Large population-based cohorts restricted to nonmetastatic CRC patients have yielded to different results concerning the prognostic value of KRAS mutations. For example, no association between KRAS mutations and relapse or survival was found in the PETACC-3 trial among 1404 CRC patients treated with 5-FU +/− irinotecan. In contrast, the Quasar study, which mainly included stage II patients, showed an increased risk of recurrence among KRAS-mutated patients, which was not affected by adjuvant chemotherapy. The RASCAL population-based studies showed that KRAS p.G12V only, was associated with poorer outcome and Imamura et al. found that codon 12 but not codon 13 (HR 1.25; 95% CI 0.85–1.84; NS) mutations negatively affected cancer specific mortality. In contrast, data from the NCCTG NO147 trial, which had a similar design to PETACC-08, showed that KRAS mutations at codons 12 (HR 1.52; 95% CI 1.28–1.8; P < 0.0001) and codon 13 (HR 1.36, 95% CI 1.04–1.72; P = 0.025) had a prognostic value. This may be due to the heterogeneity of the study populations, which included colon and rectal cancer, stage I–III tumors, patients receiving or not adjuvant treatments, patients with and without BRAF mutations and data from population-based cohorts or from clinical trials. In PETACC8 patients (n = 1657), KRAS codon 12 mutations were related to shorter TTR and DFS. Subsequently, we studied the impact of KRAS mutations on TTR and DFS according to tumor location. Proximal tumors were more frequently KRAS-mutated than were distal tumors. Previous studies also reported higher KRAS mutation rates in proximal when compared with distal colon cancer, but the relationship between cancer location, KRAS status and outcome remains unclear. Here, no effect of KRAS mutations was found for proximal tumors. In contrast, codon 12 alterations had a negative impact on TTR in patients with distal tumors and although the test did not reach statistical significance for p.G13D (P = 0.051), there was a clear trend for a similar effect. This borderline significance is possibly due to the poor number of events and patients in this subgroup. Larger series are needed to definitely state on the prognostic impact of p.G13D in colon tumors.
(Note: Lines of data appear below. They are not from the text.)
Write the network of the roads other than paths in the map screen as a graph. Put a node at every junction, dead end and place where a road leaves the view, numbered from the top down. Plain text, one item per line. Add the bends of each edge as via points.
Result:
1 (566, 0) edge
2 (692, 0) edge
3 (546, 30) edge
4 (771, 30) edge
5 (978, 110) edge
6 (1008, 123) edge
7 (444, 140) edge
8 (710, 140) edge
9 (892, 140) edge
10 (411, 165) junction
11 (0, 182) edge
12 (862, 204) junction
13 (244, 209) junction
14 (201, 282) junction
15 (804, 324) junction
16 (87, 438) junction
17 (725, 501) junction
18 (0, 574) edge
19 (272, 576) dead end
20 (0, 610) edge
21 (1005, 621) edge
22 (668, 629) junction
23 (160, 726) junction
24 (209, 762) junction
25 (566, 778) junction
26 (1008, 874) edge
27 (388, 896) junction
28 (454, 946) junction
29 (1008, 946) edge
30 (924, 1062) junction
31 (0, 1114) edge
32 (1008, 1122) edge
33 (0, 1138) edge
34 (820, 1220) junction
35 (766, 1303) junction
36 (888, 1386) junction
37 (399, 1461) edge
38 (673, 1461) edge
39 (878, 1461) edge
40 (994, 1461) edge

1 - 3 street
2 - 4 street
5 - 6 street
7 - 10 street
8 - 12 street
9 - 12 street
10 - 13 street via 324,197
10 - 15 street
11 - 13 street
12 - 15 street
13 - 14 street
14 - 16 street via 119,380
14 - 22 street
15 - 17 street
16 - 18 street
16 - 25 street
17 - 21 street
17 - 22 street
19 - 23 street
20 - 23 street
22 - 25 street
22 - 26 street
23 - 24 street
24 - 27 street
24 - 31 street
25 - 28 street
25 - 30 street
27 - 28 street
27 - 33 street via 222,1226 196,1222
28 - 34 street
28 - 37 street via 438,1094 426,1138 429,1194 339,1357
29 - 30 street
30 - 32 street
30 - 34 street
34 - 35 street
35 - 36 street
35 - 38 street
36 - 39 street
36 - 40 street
One limitation of our study is that MMR status was not available for patients enrolled in the PETACC8 trial. Deficient MMR phenotype tumors are mainly located in the proximal colon, associated with low recurrence rates, BRAF mutations and KRAS p.G13D. We estimated that more than 50% of MSI-H cancers (10–15% of CCR) were excluded through the exclusion of BRAF-mutated cancers that tends to limit the possible confounding role of MSI status in our series and suggests that our results, by approximation refer to an MSS population. Another limitation is the lack of data on rare KRAS and NRAS mutations. In a small cohort of patients, KRAS exon3/4- and NRAS-mutated tumors were associated to a better prognostic when compared with exon 2 alterations but large prospective series are still needed to validate the prognostic impact of rare KRAS an NRAS alterations in CCR.
In conclusion, we show in a series of stage III CCR patients included in a randomized, controlled phase III trial that codon 12 KRAS mutations have a significant impact on the TTR in distal CRC. The impact of the p.G13D mutation needs to be refined in a larger series according to tumor location and tumor phenotype (MSS/MSI) although this study suggests that p.G13D distal CRC might behave as p.G12X tumors. Future clinical trials in stage III colon cancer should consider both the tumor location and KRAS mutational status as important stratification factors.